* [WHAT TO WORK ON]: Copy each entry below unchanged; the images do not go in the copy.
================
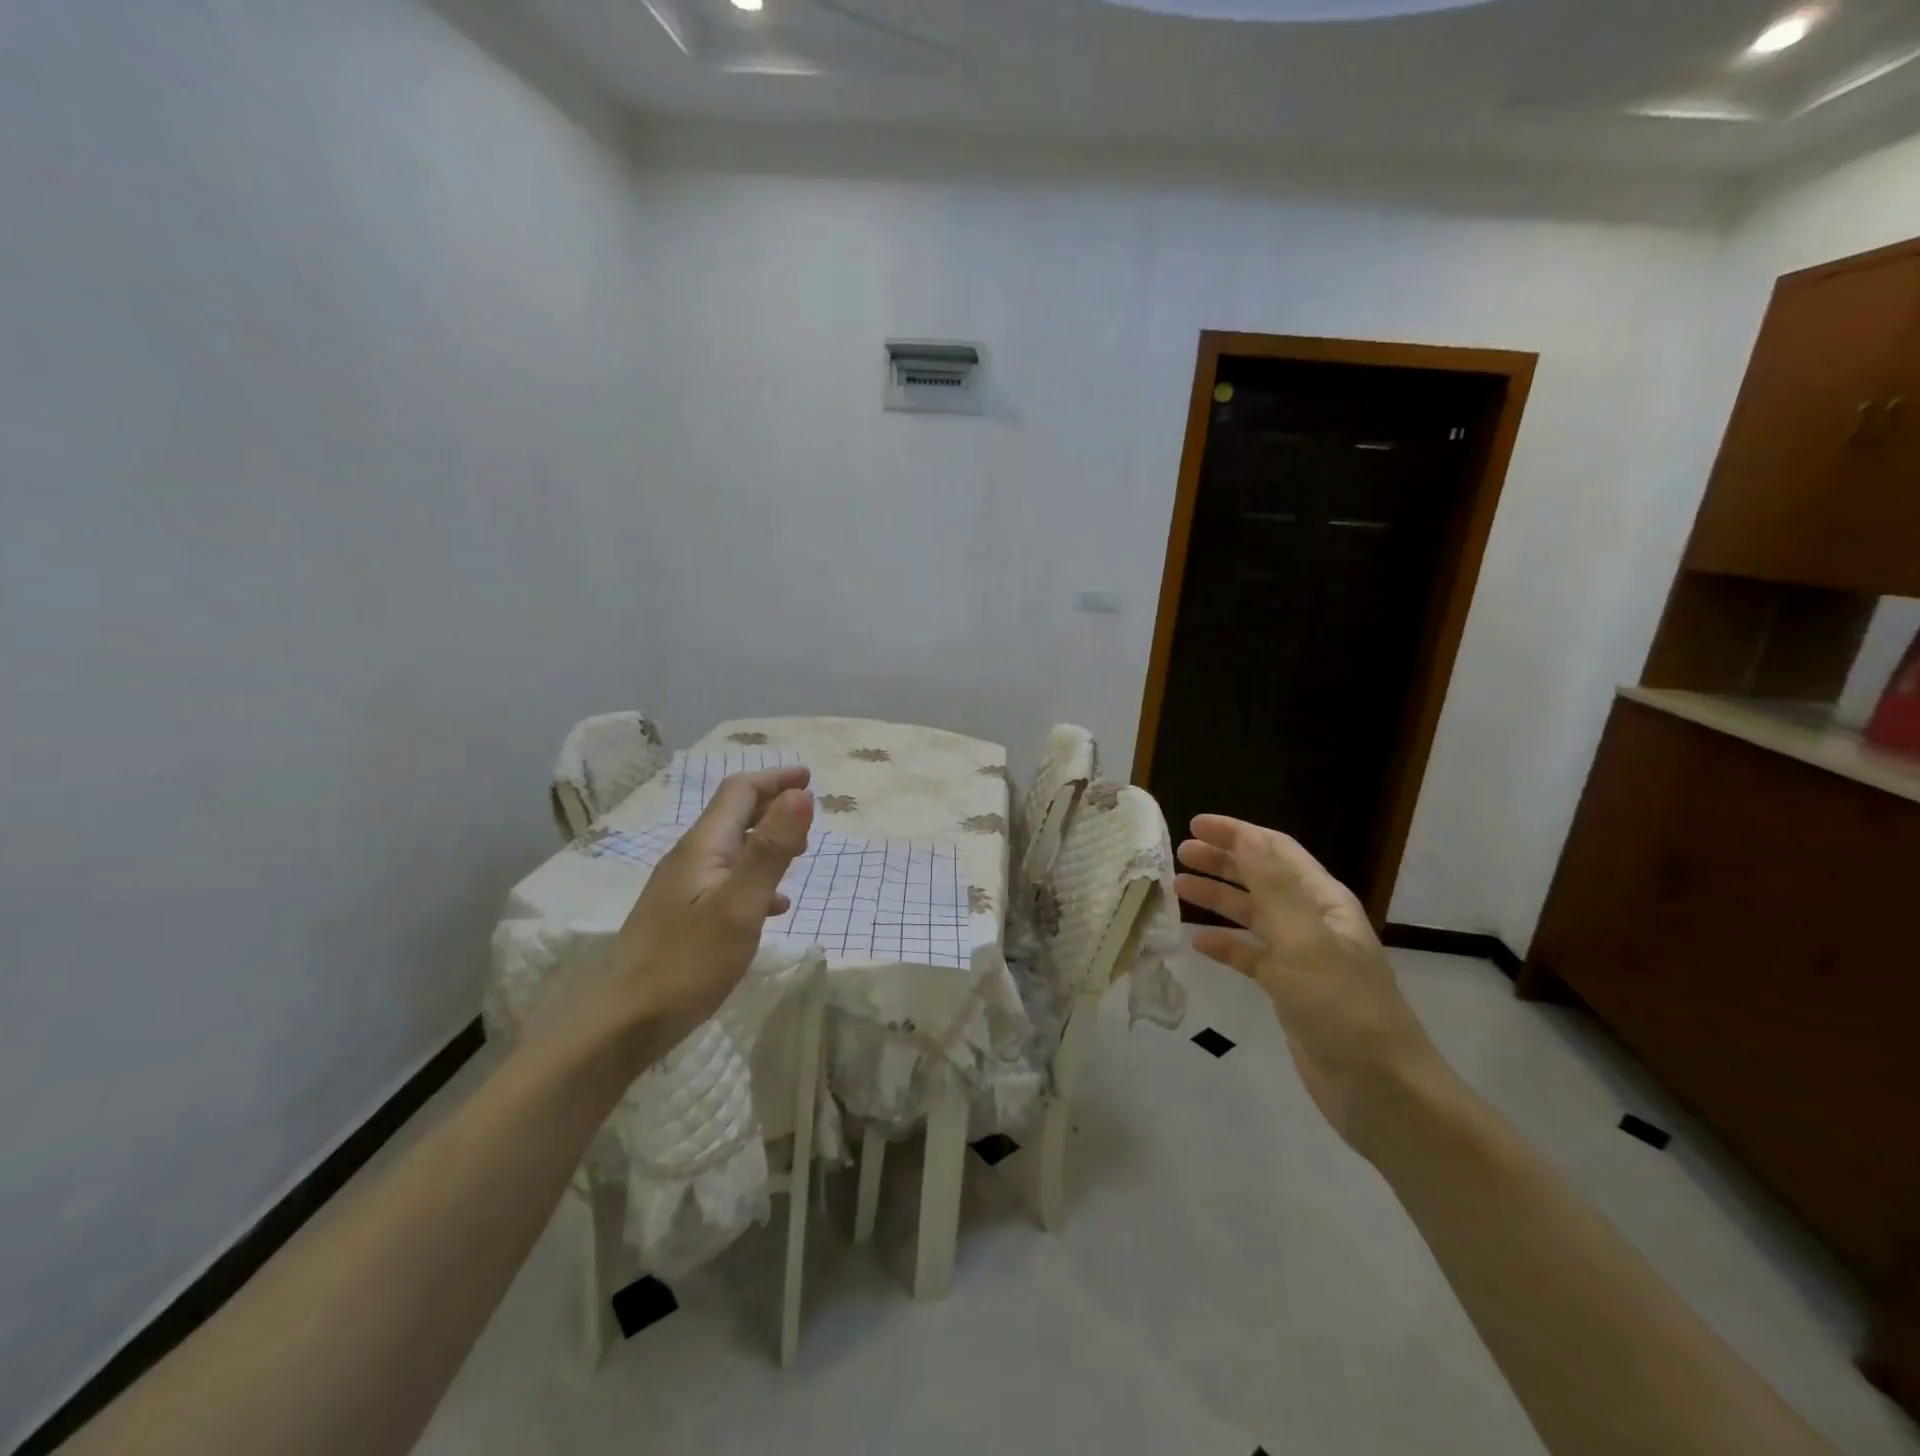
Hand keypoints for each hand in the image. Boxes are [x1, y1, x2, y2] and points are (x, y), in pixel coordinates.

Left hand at [546, 768, 814, 1077]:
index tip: (810, 778)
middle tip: (808, 813)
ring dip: (766, 841)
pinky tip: (772, 907)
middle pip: (733, 815)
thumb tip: (801, 794)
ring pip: (731, 849)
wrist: (622, 1023)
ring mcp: (681, 888)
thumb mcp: (740, 904)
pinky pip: (726, 881)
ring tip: (799, 854)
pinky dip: (755, 878)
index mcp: (703, 846)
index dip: (775, 779)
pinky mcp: (681, 917)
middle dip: (772, 805)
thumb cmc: (686, 962)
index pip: (739, 791)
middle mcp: (689, 858)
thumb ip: (771, 848)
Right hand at [1174, 815, 1448, 1159]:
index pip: (1275, 850)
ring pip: (1252, 915)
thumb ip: (1272, 886)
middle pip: (1261, 878)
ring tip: (1177, 888)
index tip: (1194, 824)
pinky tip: (1198, 943)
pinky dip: (1225, 945)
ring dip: (1218, 899)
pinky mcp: (1289, 991)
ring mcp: (1301, 958)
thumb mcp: (1305, 940)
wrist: (1380, 1091)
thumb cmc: (1343, 1007)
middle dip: (1222, 861)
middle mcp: (1312, 922)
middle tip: (1179, 853)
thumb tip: (1244, 835)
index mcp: (1323, 901)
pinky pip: (1250, 956)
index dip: (1237, 833)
================
* [ANSWER BOX]:
Hand keypoints for each hand in the image. Boxes are [x1, y1, x2, y2] and points are (x, y), in pixel coordinates.

Left hand at [546, 768, 814, 1077]:
index tip: (810, 778)
middle tip: (808, 813)
ring dip: (766, 841)
pinky tip: (772, 907)
middle pip: (733, 815)
thumb tip: (801, 794)
ring pip: (731, 849)
wrist: (622, 1023)
ring mcp: (681, 888)
thumb mcp: (740, 904)
pinky pip: (726, 881)
ring tip: (799, 854)
pinky dip: (755, 878)
index mcp: (703, 846)
index dip: (775, 779)
pinky mcp: (681, 917)
middle dip: (772, 805)
thumb cmc: (686, 962)
index pip: (739, 791)
middle mcp: (689, 858)
thumb ip: (771, 848)
Right hand at [1174, 815, 1448, 1159]:
index pip: (1275, 850)
ring pip: (1252, 915)
thumb ip: (1272, 886)
middle pip: (1261, 878)
ring tip: (1177, 888)
index tip: (1194, 824)
pinky tip: (1198, 943)
pinky dip: (1225, 945)
ring dip: (1218, 899)
pinky mcp: (1289, 991)
ring mcp: (1301, 958)
thumb mcp: (1305, 940)
wrist: (1380, 1091)
thumb cmc: (1343, 1007)
middle dip: (1222, 861)
middle mcp: (1312, 922)
middle tip: (1179, 853)
thumb tip: (1244, 835)
index mcp: (1323, 901)
pinky pip: (1250, 956)
index dip: (1237, 833)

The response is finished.